An article in the RDLI magazine "Flash" records :
"I was intensely interested in the photograph because of the fact that a German firing party was being used at the burial of an "enemy". I eventually established the fact that the man who was being buried was Hugh (Pop) Benson, who served in the "I" section of the 1st RDLI. It would appear that Pop was quite a character and this certainly must have been so, for who other than a real character could have persuaded the authorities that he was under 45 when in fact he was already over 60 ........
......... How sad it is that so fine a man, so good a soldier as Hugh Benson, should have been buried so far from home, and yet how fitting that he, with "war and army" in his very blood, should have been buried with military honours in the presence of both enemy and friend. Yes, indeed, Pop Benson was a soldier of whom we of the DLI can and must remember with pride."
We know Stan was a POW. His family always understood that he had been in a POW camp in Japan although details were scarce. Stan died in 1982 without telling his story. Since POW records have come online, and it is much easier to find things out, no record of a MUSGROVE being a POW in Japan has been found. I am waiting for his service record which will hopefully tell us where he was held captive.
Last, but by no means least, is Bill Anderson whose story really could be made into a blockbuster film.
Born in 1896 he served with the Army Service Corps in WW1. He went to France with the 51st Field Bakery and then on to Egypt before ending the war back in France.
His WW2 story is unbelievable and yet true. He was a baker between the war's and again served with the RASC, presumably making bread for the troops. He went to France with the British Expeditionary Force before being evacuated from Dunkirk with a puppy called Yorkie under his great coat. He then went to North Africa where he was captured by the Italians at Tobruk (June 1942) and taken to a POW camp in Italy. When the Italians capitulated (about September 1943) he escaped and at some point was subsequently recaptured by the Germans. He was being taken by train to a POW camp in Germany on 28th January 1944 when the train he was being transported in was going over a bridge at Allerona to the north of Orvieto in Italy. It was bombed and destroyed by the Americans who were targeting the bridge rather than the train. Hundreds of POW's of all nationalities died, including Bill Anderson.

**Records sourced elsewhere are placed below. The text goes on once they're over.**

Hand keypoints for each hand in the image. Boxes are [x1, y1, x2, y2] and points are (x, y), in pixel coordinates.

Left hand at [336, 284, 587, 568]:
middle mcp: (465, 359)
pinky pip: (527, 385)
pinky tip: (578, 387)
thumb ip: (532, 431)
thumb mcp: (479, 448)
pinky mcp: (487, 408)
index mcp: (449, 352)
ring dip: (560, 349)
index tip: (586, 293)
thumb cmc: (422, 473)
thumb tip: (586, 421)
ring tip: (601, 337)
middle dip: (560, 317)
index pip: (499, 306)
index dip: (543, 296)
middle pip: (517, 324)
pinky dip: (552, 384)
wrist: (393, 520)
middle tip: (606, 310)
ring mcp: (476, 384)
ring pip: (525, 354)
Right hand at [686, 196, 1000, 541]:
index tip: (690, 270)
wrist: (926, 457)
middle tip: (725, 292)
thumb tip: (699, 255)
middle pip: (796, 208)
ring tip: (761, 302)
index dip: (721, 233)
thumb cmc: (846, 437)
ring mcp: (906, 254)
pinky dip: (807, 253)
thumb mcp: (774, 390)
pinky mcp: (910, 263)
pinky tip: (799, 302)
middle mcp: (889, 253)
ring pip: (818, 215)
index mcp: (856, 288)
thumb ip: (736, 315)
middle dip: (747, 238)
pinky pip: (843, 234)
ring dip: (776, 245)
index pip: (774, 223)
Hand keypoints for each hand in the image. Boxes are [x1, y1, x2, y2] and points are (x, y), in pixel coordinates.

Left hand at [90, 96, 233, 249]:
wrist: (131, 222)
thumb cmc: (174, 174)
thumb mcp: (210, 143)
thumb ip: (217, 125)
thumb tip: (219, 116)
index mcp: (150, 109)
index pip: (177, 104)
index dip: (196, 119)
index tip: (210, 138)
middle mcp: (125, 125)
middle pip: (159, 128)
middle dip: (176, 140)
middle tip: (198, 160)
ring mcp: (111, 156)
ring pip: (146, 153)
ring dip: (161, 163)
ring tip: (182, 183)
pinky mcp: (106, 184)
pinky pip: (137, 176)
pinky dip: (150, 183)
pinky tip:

Sergeant Anderson is referred to in the testimony of 7676195 Private Cyril F. Morris RAOC in WO361/668 :
The above N.C.O. was known to me whilst in Camp 54 until September 1943. I next saw him in the same camp after we had both been recaptured by the Germans in January 1944 and I spoke to him at frequent intervals. I also saw Sgt. Anderson on the train at Fara Sabina station after we had been embarked for transportation to Germany. The car in which Sgt. Anderson was travelling was roughly in the centre of the train, my own car being further to the rear. Thus it appears that the car in which the above N.C.O. was travelling was among those which were apparently hit by the subsequent bombing of the train at Orvieto on Jan 28.
All three are still remembered even though no film was made of their lives and nearly 70 years has passed. Hopefully with more and more people becoming involved in genealogy research, it means they will never be forgotten.